Prompt – Records follow. Pull out every line that contains "South".

Source data –
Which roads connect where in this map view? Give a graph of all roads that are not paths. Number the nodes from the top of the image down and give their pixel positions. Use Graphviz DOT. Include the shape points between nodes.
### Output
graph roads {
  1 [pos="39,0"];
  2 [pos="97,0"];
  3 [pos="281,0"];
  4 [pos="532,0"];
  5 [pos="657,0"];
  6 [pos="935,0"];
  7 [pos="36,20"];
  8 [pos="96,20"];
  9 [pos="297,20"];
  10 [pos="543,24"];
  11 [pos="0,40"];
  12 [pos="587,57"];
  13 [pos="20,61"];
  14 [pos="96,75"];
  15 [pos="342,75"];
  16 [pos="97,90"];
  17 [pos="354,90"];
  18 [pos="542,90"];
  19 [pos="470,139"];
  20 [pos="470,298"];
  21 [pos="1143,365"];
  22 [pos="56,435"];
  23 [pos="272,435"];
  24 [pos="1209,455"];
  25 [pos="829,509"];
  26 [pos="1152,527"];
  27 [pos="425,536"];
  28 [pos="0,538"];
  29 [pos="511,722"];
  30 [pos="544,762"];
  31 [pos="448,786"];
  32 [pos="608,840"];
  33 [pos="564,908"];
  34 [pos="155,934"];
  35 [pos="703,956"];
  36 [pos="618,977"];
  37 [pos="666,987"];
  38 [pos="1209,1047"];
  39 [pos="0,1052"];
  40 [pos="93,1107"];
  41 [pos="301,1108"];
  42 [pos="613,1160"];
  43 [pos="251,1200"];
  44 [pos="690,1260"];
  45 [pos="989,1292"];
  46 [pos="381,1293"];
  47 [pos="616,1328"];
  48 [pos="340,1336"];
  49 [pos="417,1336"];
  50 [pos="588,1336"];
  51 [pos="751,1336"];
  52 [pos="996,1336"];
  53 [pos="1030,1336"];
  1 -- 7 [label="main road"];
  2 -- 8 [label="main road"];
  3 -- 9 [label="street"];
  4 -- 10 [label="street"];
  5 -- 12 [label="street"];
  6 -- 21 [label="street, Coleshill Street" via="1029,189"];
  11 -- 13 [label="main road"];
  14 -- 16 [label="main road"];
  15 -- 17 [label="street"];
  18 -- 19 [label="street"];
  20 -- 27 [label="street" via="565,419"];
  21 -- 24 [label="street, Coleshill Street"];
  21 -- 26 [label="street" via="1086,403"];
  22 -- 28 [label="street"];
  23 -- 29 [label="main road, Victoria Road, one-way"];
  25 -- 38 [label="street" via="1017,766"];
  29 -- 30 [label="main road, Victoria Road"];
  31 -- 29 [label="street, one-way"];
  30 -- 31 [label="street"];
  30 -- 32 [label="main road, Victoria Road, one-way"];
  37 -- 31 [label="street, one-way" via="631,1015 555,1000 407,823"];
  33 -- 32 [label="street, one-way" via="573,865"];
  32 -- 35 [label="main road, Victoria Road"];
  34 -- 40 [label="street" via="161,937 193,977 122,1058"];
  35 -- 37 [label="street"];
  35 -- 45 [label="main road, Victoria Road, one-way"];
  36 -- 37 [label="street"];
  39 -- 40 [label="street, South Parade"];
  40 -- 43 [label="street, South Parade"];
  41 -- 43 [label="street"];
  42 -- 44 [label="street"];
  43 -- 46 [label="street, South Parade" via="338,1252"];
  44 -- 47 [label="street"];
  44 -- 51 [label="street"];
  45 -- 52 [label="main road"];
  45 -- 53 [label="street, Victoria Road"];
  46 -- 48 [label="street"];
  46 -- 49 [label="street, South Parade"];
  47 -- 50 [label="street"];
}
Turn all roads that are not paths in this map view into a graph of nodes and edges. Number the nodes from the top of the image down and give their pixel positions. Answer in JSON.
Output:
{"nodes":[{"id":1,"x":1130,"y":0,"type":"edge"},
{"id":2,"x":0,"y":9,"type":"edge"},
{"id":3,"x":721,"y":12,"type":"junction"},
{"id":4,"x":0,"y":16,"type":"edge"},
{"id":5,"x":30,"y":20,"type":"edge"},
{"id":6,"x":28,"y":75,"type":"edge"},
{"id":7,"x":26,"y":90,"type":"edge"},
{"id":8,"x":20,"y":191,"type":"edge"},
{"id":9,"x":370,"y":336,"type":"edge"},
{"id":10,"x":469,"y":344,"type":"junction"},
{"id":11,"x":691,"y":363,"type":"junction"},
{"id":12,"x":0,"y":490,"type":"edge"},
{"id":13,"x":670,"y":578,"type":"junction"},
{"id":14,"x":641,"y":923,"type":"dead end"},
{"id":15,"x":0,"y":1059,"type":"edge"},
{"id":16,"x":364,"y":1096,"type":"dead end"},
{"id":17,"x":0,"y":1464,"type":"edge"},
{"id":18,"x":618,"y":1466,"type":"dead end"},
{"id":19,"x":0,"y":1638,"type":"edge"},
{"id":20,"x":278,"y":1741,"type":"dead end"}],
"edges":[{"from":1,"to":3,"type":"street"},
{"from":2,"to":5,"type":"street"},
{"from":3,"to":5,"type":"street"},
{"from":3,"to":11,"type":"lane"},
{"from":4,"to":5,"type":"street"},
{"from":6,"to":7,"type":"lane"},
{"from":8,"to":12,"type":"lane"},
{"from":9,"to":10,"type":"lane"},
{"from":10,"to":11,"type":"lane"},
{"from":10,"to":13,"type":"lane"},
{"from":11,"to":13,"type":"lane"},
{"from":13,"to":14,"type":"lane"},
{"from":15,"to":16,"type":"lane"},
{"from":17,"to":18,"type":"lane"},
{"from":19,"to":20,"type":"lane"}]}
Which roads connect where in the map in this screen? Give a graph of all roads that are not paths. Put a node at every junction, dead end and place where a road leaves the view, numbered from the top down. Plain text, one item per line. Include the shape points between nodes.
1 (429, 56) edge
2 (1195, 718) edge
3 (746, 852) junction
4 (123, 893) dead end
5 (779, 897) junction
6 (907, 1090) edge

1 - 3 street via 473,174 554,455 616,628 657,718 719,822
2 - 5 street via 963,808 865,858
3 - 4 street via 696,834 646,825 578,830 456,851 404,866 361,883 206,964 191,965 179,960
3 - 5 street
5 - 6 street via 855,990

Solution to this problem –
  39 -- 40 [label="street, South Parade"];
  40 -- 43 [label="street, South Parade"];
  43 -- 46 [label="street, South Parade" via="338,1252"];
  46 -- 49 [label="street, South Parade"];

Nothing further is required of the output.